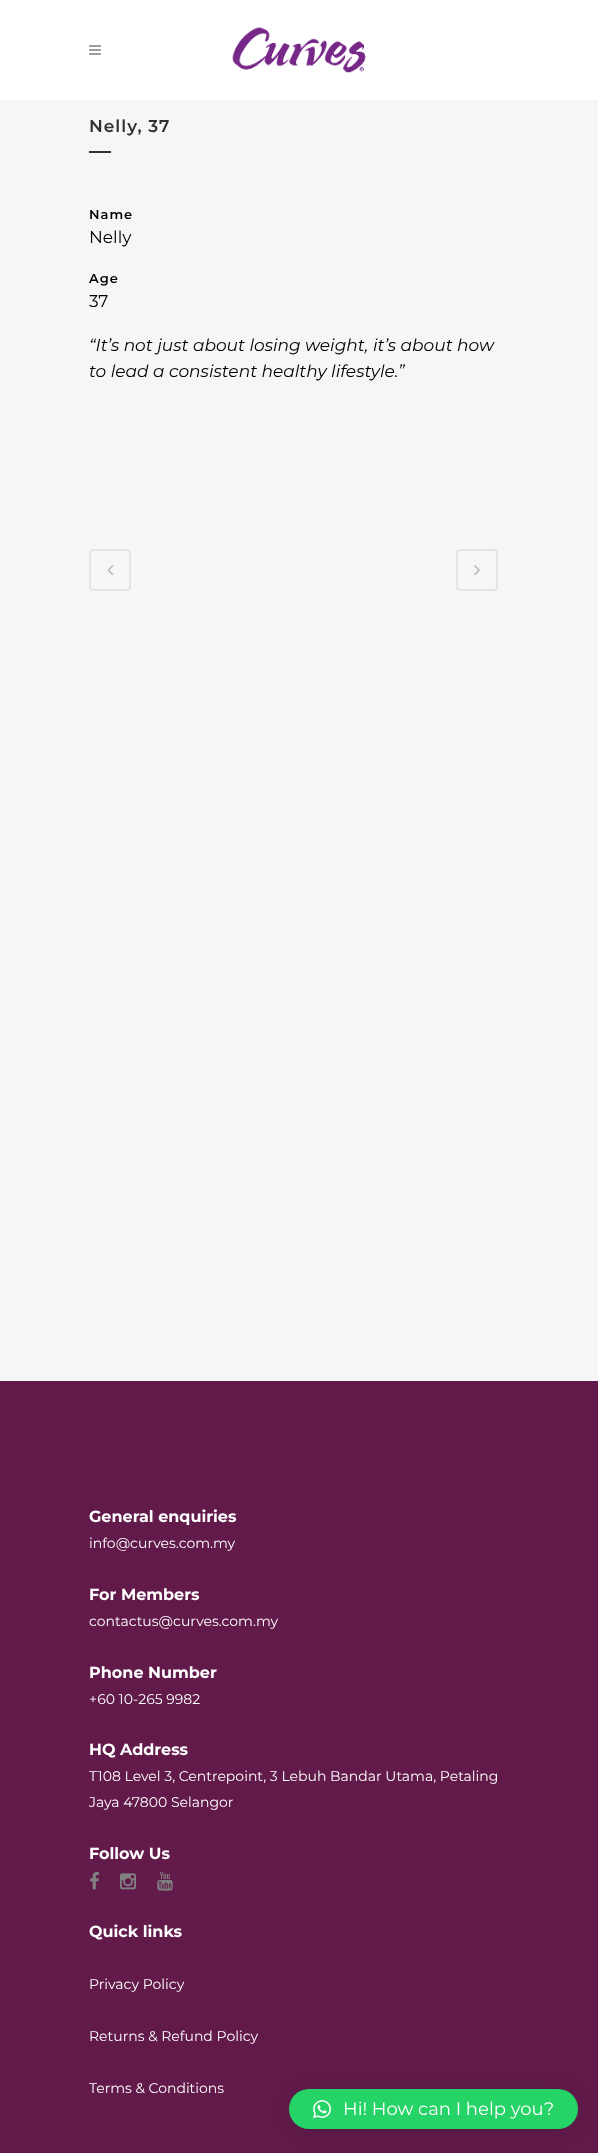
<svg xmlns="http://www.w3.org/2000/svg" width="598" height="2153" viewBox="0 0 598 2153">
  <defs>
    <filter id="blur1" x="-50%" y="-200%" width="200%" height="500%"><feGaussianBlur stdDeviation="16"/></filter>
  </defs>
  <rect width="100%" height="100%" fill="#f6f6f6"/>
  <rect x="0" y="0" width="598" height="100" fill="#ffffff"/>
  <image x="89" y="45" width="12" height="10" href="img1.png"/>
  <image x="232" y="27" width="134" height="46" href="img2.png"/>
  <text x="89" y="132" font-family="Montserrat" font-size="17" font-weight="600" letter-spacing="1" fill="#303030">Nelly, 37</text>
  <rect x="89" y="151" width="22" height="2" fill="#303030"/>
  <text x="89" y="219" font-family="Montserrat" font-size="13" font-weight="600" letter-spacing="1" fill="#000000">Name</text>
  <text x="89" y="243" font-family="Montserrat" font-size="17" fill="#000000">Nelly</text>
  <text x="89" y="283" font-family="Montserrat" font-size="13" font-weight="600" letter-spacing="1" fill="#000000">Age</text>
  <text x="89" y="307" font-family="Montserrat" font-size="17" fill="#000000">37</text>
  <text x="89" y="351" font-family="Montserrat" font-size="17" font-style="italic" fill="#000000">“It’s not just about losing weight, it’s about how</text>
  <text x="89" y="377" font-family="Montserrat" font-size="17" font-style="italic" fill="#000000">to lead a consistent healthy lifestyle.”</text>
  <rect x="90" y="550" width="40" height="40" rx="3" fill="none" stroke="#e5e5e5" stroke-width="2"/>
  <image x="107" y="565" width="7" height="11" href="img3.png"/>
  <rect x="457" y="550" width="40" height="40" rx="3" fill="none" stroke="#e5e5e5" stroke-width="2"/>
  <image x="474" y="565" width="6" height="10" href="img4.png"/>
  <rect x="0" y="1381" width="598" height="772" fill="#621a4b"/>
  <text x="89" y="1522" font-family="Montserrat" font-size="16" font-weight="bold" fill="#ffffff">General enquiries</text>
  <text x="89" y="1548" font-family="Montserrat" font-size="14" fill="#ffffff">info@curves.com.my</text>
  <text x="89" y="1600" font-family="Montserrat" font-size="16" font-weight="bold" fill="#ffffff">For Members</text>
  <text x="89" y="1626" font-family="Montserrat" font-size="14" fill="#ffffff">contactus@curves.com.my</text>
  <text x="89" y="1678" font-family="Montserrat" font-size="16" font-weight="bold" fill="#ffffff">Phone Number</text>
  <text x="89" y="1704" font-family="Montserrat" font-size="14" fill="#ffffff">+60 10-265 9982</text>
  <text x="89" y="1755" font-family="Montserrat" font-size="16" font-weight="bold" fill="#ffffff">HQ Address</text>
  <text x="89" y="1781" font-family="Montserrat" font-size="14" fill="#ffffff">T108 Level 3, Centrepoint, 3 Lebuh Bandar Utama, Petaling</text>
  <text x="89" y="1807" font-family="Montserrat" font-size="14" fill="#ffffff">Jaya 47800 Selangor</text>
  <text x="89" y="1859" font-family="Montserrat" font-size="16" font-weight="bold" fill="#ffffff">Follow Us</text>
  <image x="90" y="1872" width="9" height="18" href="img5.png"/>
  <image x="120" y="1873" width="16" height="17" href="img6.png"/>
  <image x="157" y="1872" width="16" height="19" href="img7.png"/>
  <text x="89" y="1937" font-family="Montserrat" font-size="16" font-weight="bold" fill="#ffffff">Quick links</text>
  <text x="89" y="1989" font-family="Montserrat" font-size="14" fill="#ffffff">Privacy Policy</text>
  <text x="89" y="2041" font-family="Montserrat" font-size="14" fill="#ffffff">Returns &amp; Refund Policy</text>
  <text x="89" y="2093" font-family="Montserrat" font-size="14" fill="#ffffff">Terms &amp; Conditions</text>
  <rect x="289" y="2091" width="289" height="40" rx="20" fill="#000000" fill-opacity="0.16" filter="url(#blur1)"/>
  <rect x="289" y="2089" width="289" height="40" rx="20" fill="#25d366"/>
  <image x="313" y="2100" width="18" height="19" href="img8.png"/>
  <text x="343" y="2115" font-family="Montserrat" font-size="18" fill="#ffffff">Hi! How can I help you?</text>
</svg>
════════════════════
Task requirements: Lines with the word "rect" in them are the answer; report each one from the data.

Result of the task:
  <rect width="100%" height="100%" fill="#f6f6f6"/>
  <rect x="0" y="0" width="598" height="100" fill="#ffffff"/>
  <rect x="89" y="151" width="22" height="2" fill="#303030"/>
  <rect x="90" y="550" width="40" height="40" rx="3" fill="none" stroke="#e5e5e5" stroke-width="2"/>
  <rect x="457" y="550" width="40" height="40" rx="3" fill="none" stroke="#e5e5e5" stroke-width="2"/>
  <rect x="0" y="1381" width="598" height="772" fill="#621a4b"/>
  <rect x="289" y="2091" width="289" height="40" rx="20" fill="#000000" fill-opacity="0.16" filter="url(#blur1)"/>
  <rect x="289" y="2089" width="289" height="40" rx="20" fill="#25d366"/>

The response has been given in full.